# New Here, But not to Tech



## ZJH90 (Nov 27, 2007)

Howdy! I'm a high school student, and have been doing tech for my school for three years now. Glad I found this place!!!


----------



## soundlight (Nov 27, 2007)

Welcome aboard!

Ignore the random qauestion interrogation that will begin shortly.

Meanwhile, what kinda equipment does your school have? Do you have a personal portfolio website for us to check out? Any other fun tech stuff?

Ask and answer away, but use the search feature to check if a topic has been covered before.


----------



## Van (Nov 27, 2007)

Welcome Aboard! Glad you found us too! great place here, with all sorts of backgrounds and disciplines to draw on, never be afraid to ask a question. 
Just remember, you like Pirates, Cubits, you'd love to have a wombat as a pet and Voltage should only come in the 120v 60hz variety, and you'll get along just fine.


----------



## soundlight (Nov 28, 2007)

Van said:


> Just remember, you like Pirates, Cubits, you'd love to have a wombat as a pet and Voltage should only come in the 120v 60hz variety, and you'll get along just fine.



Holy crap!
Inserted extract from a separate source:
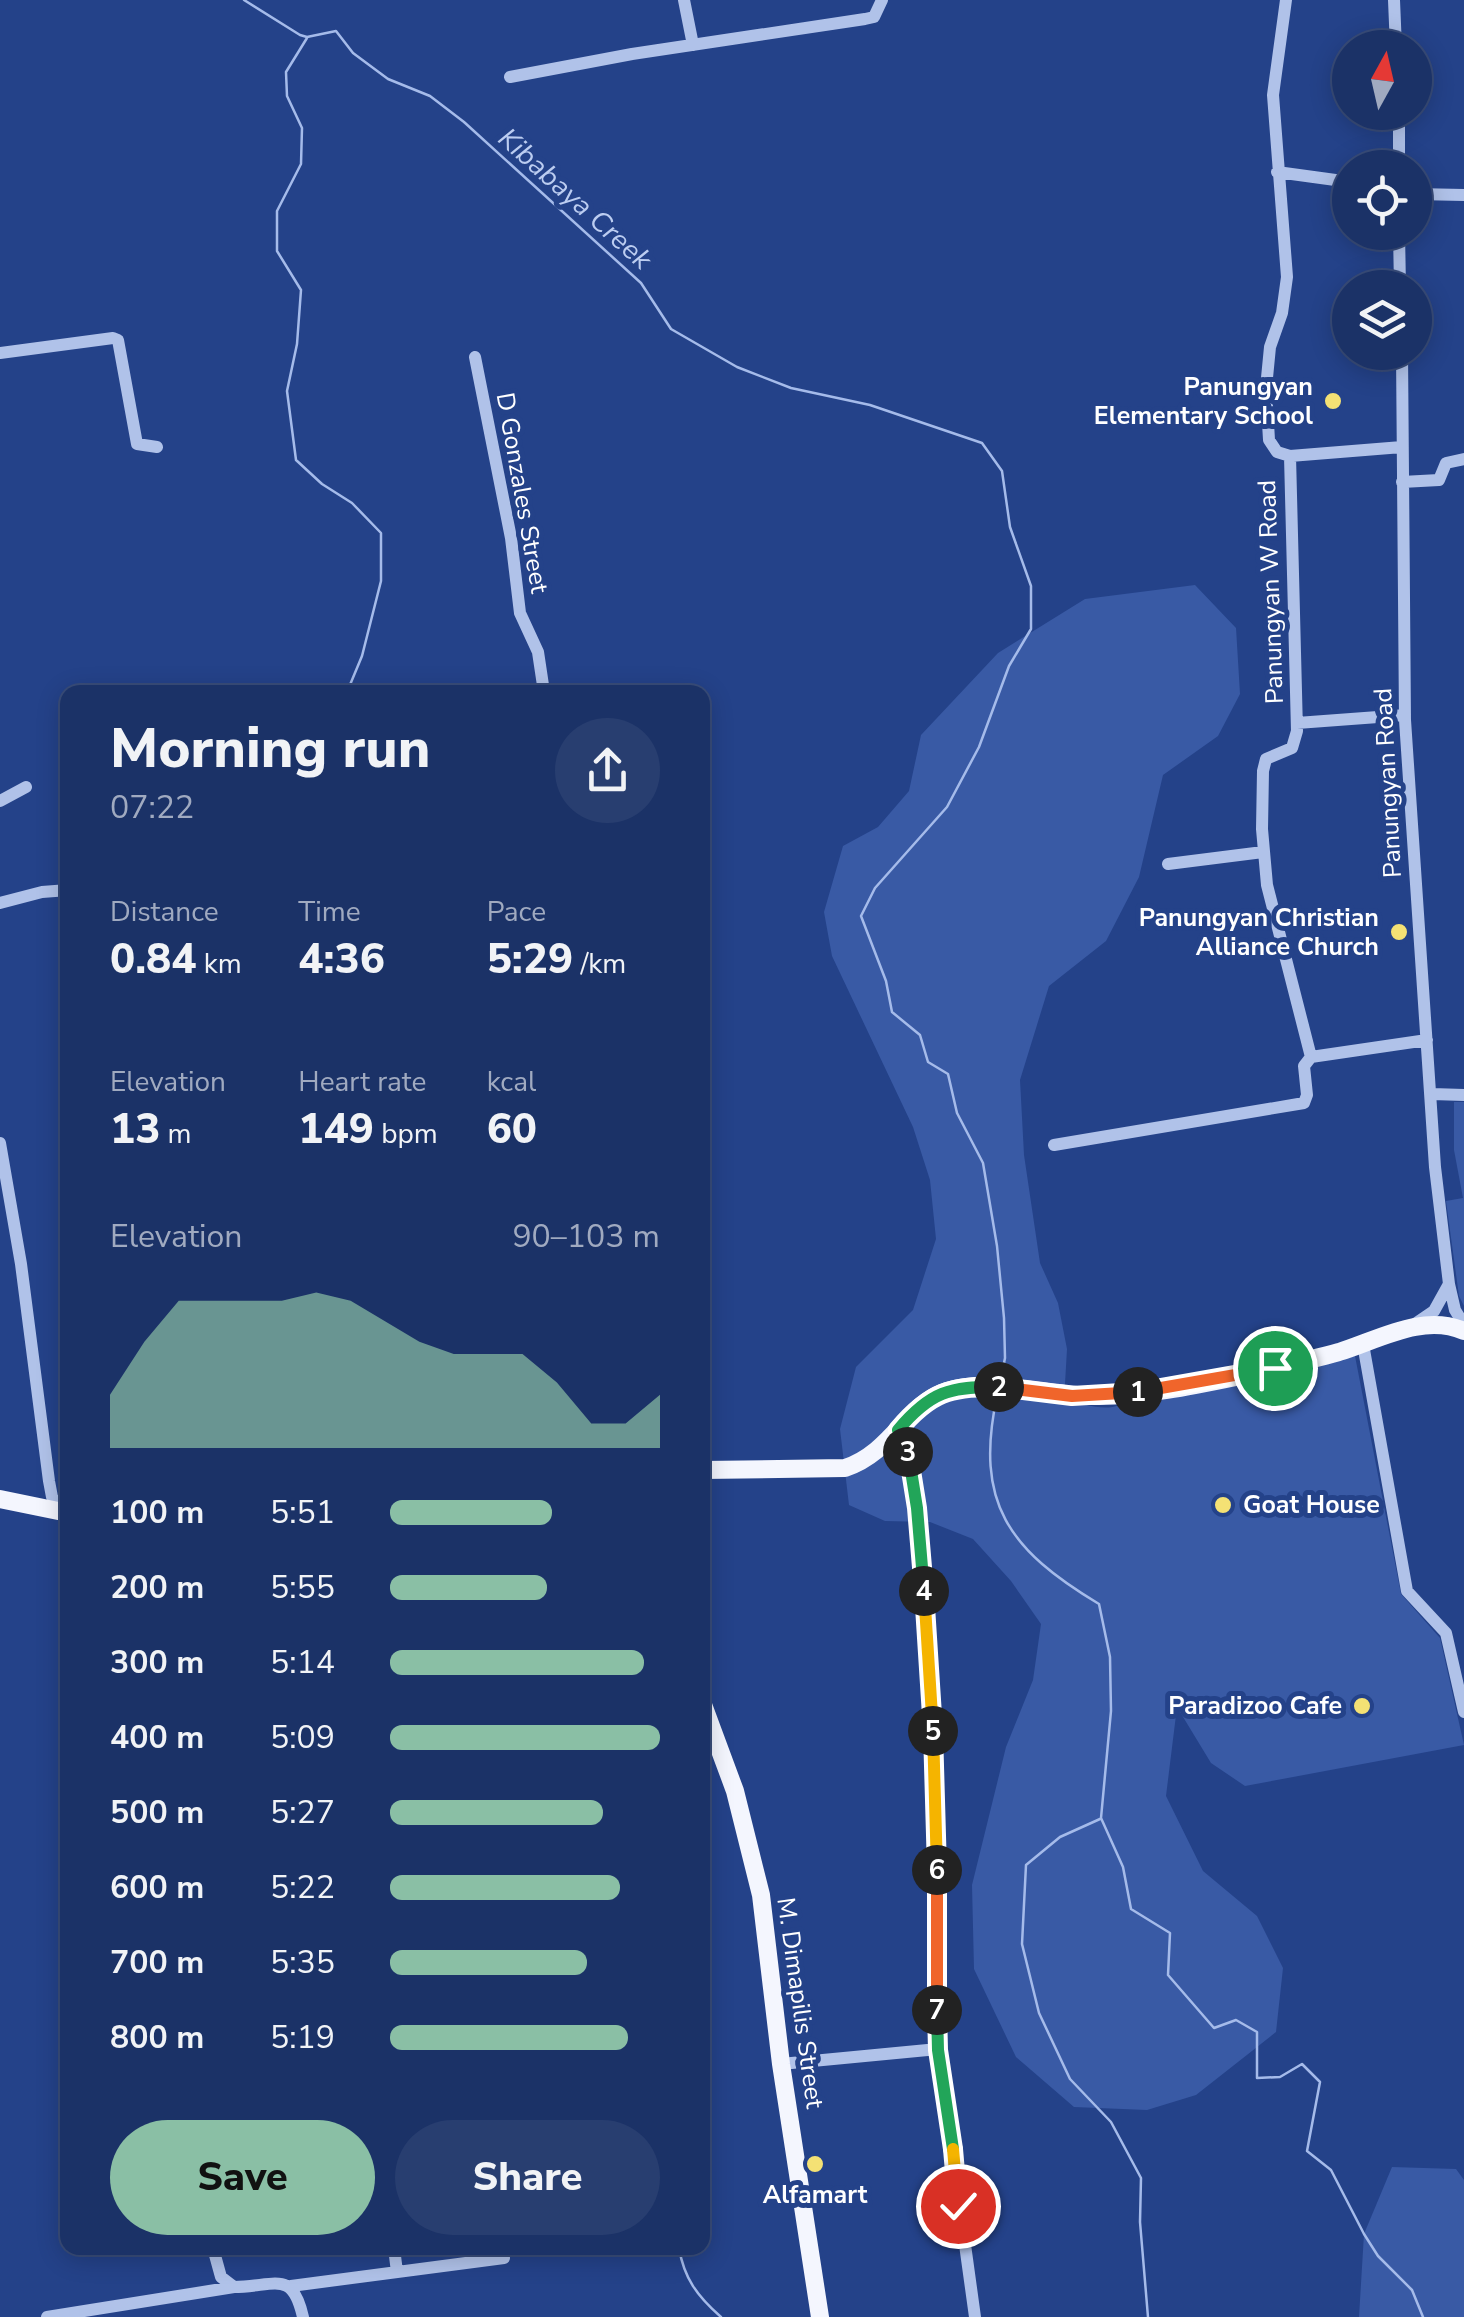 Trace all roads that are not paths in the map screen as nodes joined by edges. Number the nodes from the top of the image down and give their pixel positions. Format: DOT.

Are we answering the questions for them now, Van? What is this insanity?

Ignore the man. He's really gone off his rocker this time!


----------



## Logos (Nov 28, 2007)

Hi there from Australia. I can't send you a wombat but I can send you a welcome from down under.

Join us and feel free to ask any question no matter how stupid you think it is. It probably isn't, but it pays to use the search engine first.


----------



## gafftaper (Nov 28, 2007)

Welcome to the Booth ZJH! Besides dazzling you with our knowledge, we have a good time around here too. 


soundlight said:


> Holy crap! Are we answering the questions for them now, Van? What is this insanity? Ignore the man. He's really gone off his rocker this time!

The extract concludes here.